▸ About this exercise
Could you report every line from the entries that includes the word "roads"?

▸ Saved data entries
== Segment start ==
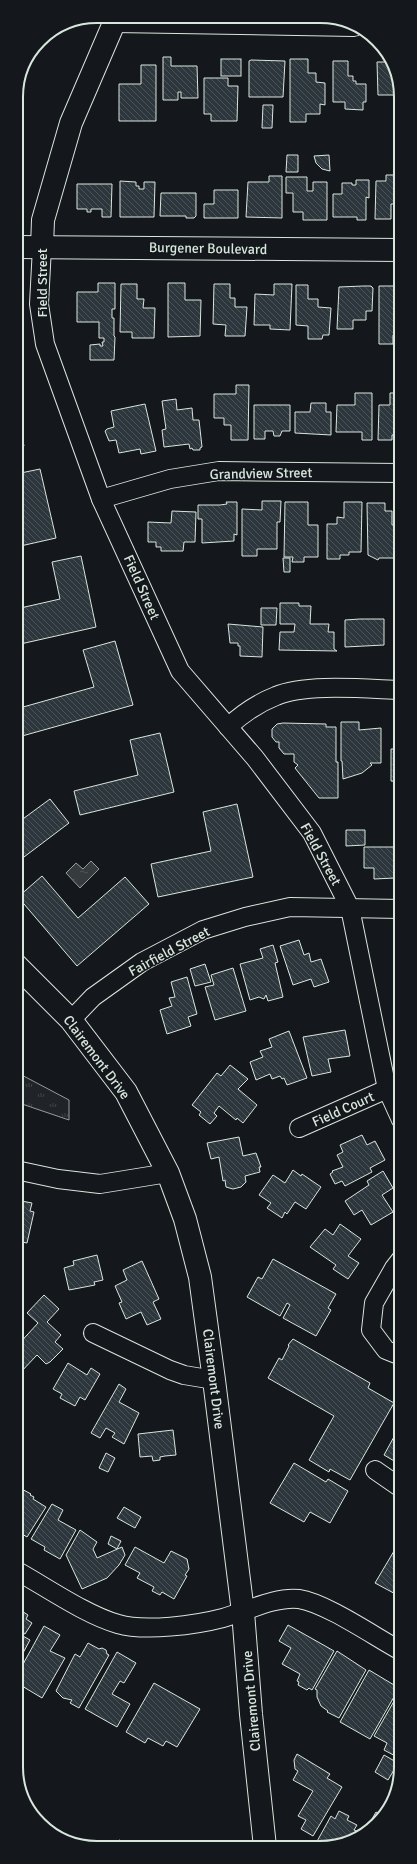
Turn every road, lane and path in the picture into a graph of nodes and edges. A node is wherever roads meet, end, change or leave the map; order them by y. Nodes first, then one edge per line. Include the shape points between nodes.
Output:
1 (114, 23) edge
2 (217, 23) edge
3 (341, 27) edge
4 (42, 246) junction
5 (23, 247) edge
6 (394, 250) edge
7 (394, 473) edge
8 (101, 499) junction
9 (394, 690) edge
10 (228, 727) junction
11 (350, 908) junction
12 (394, 909) edge
13 (23, 972) edge
14 (71, 1020) junction
15 (387, 1089) junction
16 (394, 1104) edge
17 (299, 1128) dead end
18 (23, 1172) edge
19 (168, 1173) junction
20 (394, 1268) edge
21 (93, 1333) dead end
22 (394, 1353) edge
23 (214, 1380) junction
24 (375, 1470) dead end
25 (394, 1483) edge
26 (23, 1574) edge
27 (243, 1612) junction
28 (394, 1647) edge
29 (264, 1841) edge

1 - 4 main road, Field Street via 71,123 43,220
2 - 3 street
4 - 5 main road, Burgener Boulevard
4 - 6 main road, Burgener Boulevard
4 - 8 street, Field Street via 39,304 45,344
7 - 8 street, Grandview Street via 219,471 170,479
8 - 10 street, Field Street via 180,671
9 - 10 street via 310,689 277,695 241,714
10 - 11 street, Field Street via 312,833
11 - 12 street, Fairfield Street
11 - 14 street, Fairfield Street via 290,907 245,916 203,930 142,962 93,997
11 - 15 street, Field Street
13 - 14 main road, Clairemont Drive
14 - 19 main road, Clairemont Drive via 126,1092
15 - 16 street, Field Street
15 - 17 street, Field Court
18 - 19 street via 100,1184
19 - 23 main road, Clairemont Drive via 185,1219 200,1277
20 - 22 street via 374,1303 371,1330 386,1350
21 - 23 street via 170,1370
23 - 27 main road, Clairemont Drive
24 - 25 street
26 - 27 street via 119,1625 146,1627 202,1623
27 - 28 street via 284,1599 298,1599 316,1604
27 - 29 main road, Clairemont Drive

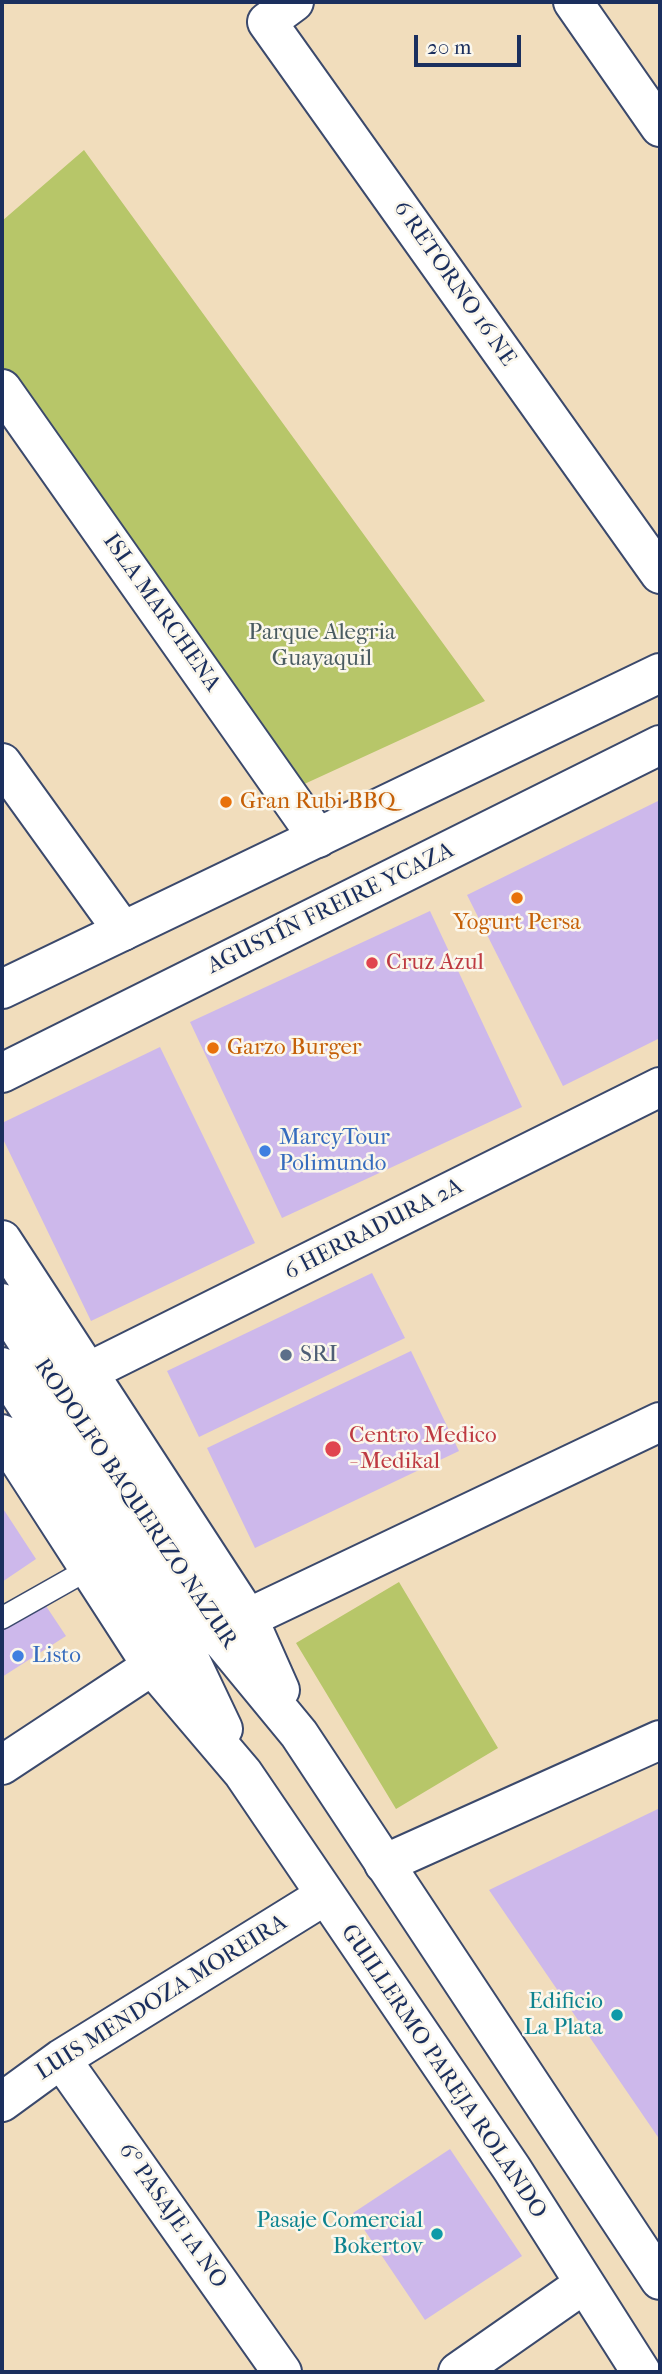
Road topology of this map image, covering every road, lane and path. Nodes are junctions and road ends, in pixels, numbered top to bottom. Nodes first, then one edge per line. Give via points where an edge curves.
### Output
1 (294, 2) edge
2 (573, 2) edge
3 (660, 127) edge
4 (2, 389) edge
5 (660, 574) edge
6 (660, 673) edge
7 (660, 745) edge
8 (2, 763) edge
9 (318, 838) junction
10 (123, 931) junction
11 (2, 989) edge
12 (2, 1073) edge
13 (660, 1087) edge
14 (2, 1240) edge
15 (2, 1303) edge
16 (2, 1367) edge
17 (88, 1372) junction
18 (660, 1422) edge
19 (2, 1434) edge
20 (87, 1570) junction
21 (2, 1618) edge
22 (216, 1633) junction
23 (152, 1666) junction
24 (660, 1740) edge
25 (2, 1765) edge
26 (243, 1773) junction
27 (384, 1864) junction
28 (324, 1896) junction
29 (61, 2059) junction
30 (2, 2102) edge
31 (655, 2261) edge
32 (584, 2284) junction
33 (282, 2372) edge
34 (458, 2372) edge
35 (641, 2372) edge

1 - 5 main road, 6 RETORNO 16 NE via 267,22
2 - 3 main road
4 - 9 main road, ISLA MARCHENA
6 - 9 main road
7 - 12 main road, AGUSTÍN FREIRE YCAZA
8 - 10 main road
9 - 10 main road
10 - 11 main road
13 - 17 main road, 6 HERRADURA 2A
14 - 17 main road
15 - 22 main road, RODOLFO BAQUERIZO NAZUR
16 - 22 main road, RODOLFO BAQUERIZO NAZUR
17 - 22 main road
18 - 22 main road
19 - 20 main road
20 - 21 lane
20 - 23 main road
22 - 26 main road, RODOLFO BAQUERIZO NAZUR
22 - 27 main road, RODOLFO BAQUERIZO NAZUR via 299,1734
23 - 25 main road
23 - 26 main road
24 - 27 main road
26 - 28 main road, GUILLERMO PAREJA ROLANDO
27 - 31 main road
28 - 29 main road, LUIS MENDOZA MOREIRA
28 - 32 main road, GUILLERMO PAREJA ROLANDO via 512,2169
29 - 30 main road, LUIS MENDOZA MOREIRA
29 - 33 main road, 6° PASAJE 1A NO
32 - 34 main road
32 - 35 main road, GUILLERMO PAREJA ROLANDO

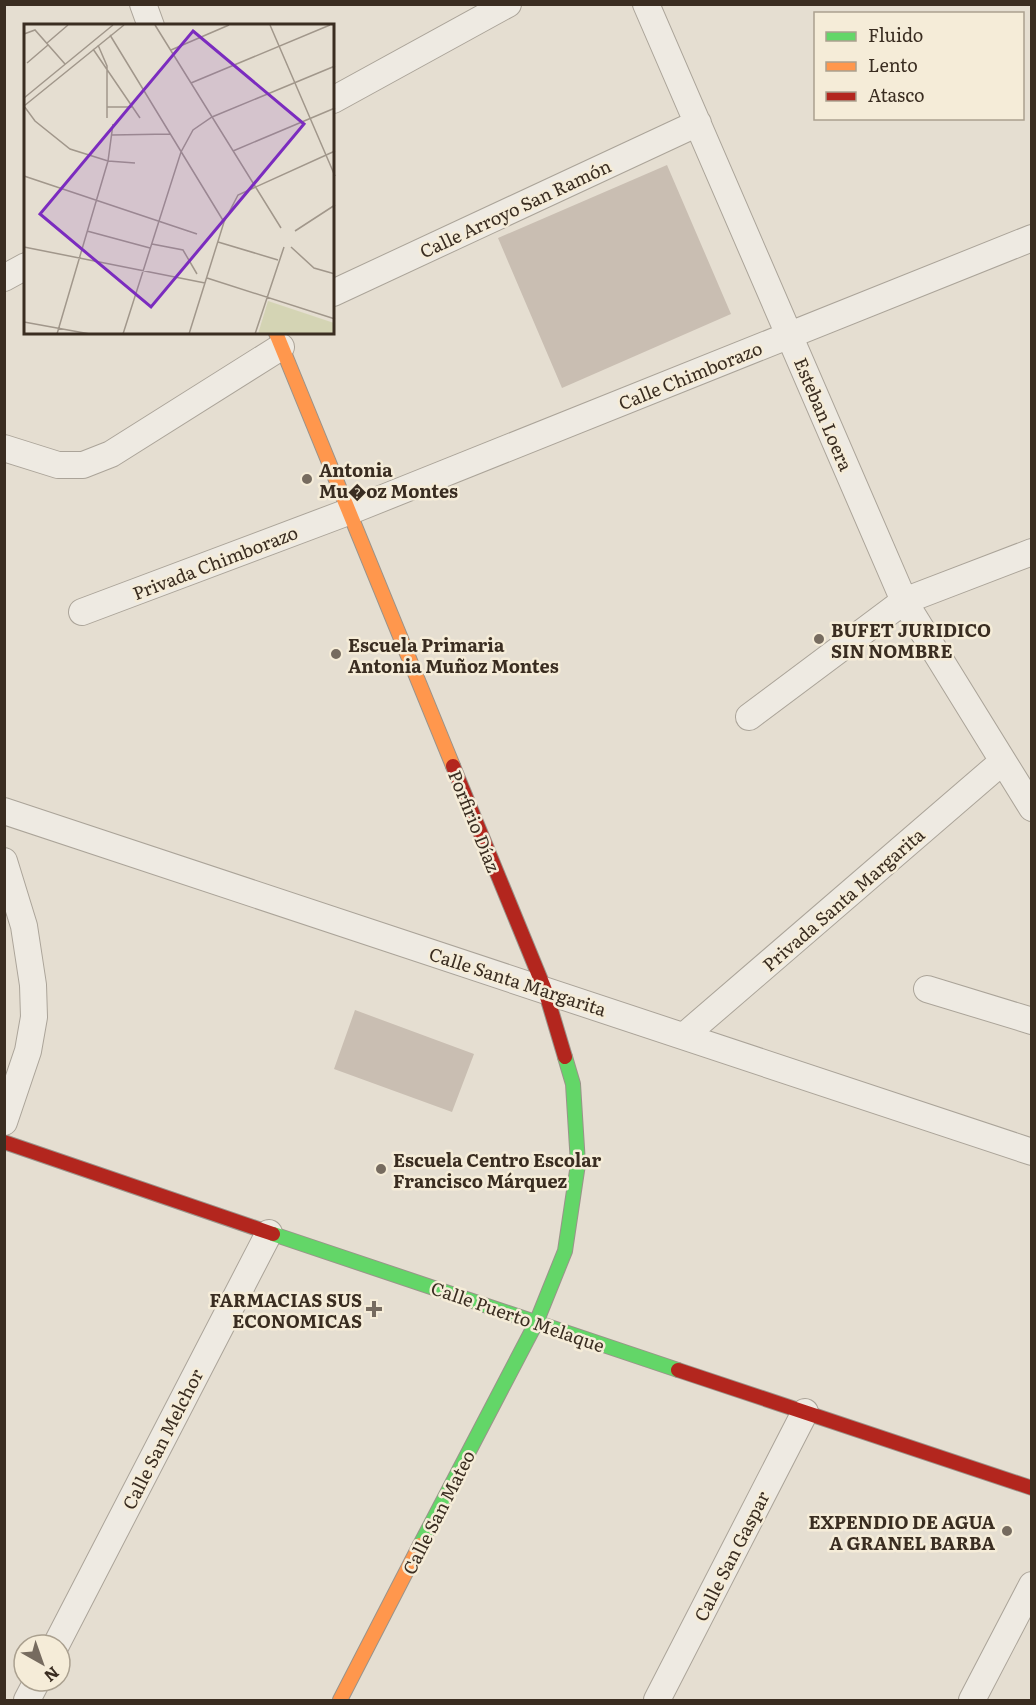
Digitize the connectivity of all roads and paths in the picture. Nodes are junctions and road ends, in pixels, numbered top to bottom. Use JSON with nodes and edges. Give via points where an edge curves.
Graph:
== Segment end ==
▸ Answer to this exercise
Turn every road, lane and path in the picture into a graph of nodes and edges. A node is wherever roads meet, end, change or leave the map; order them by y. Nodes first, then one edge per line. Include the shape points between nodes.
Digitize the connectivity of all roads and paths in the picture. Nodes are junctions and road ends, in pixels, numbered top to bottom. Use JSON with nodes and edges. Give via points where an edge curves.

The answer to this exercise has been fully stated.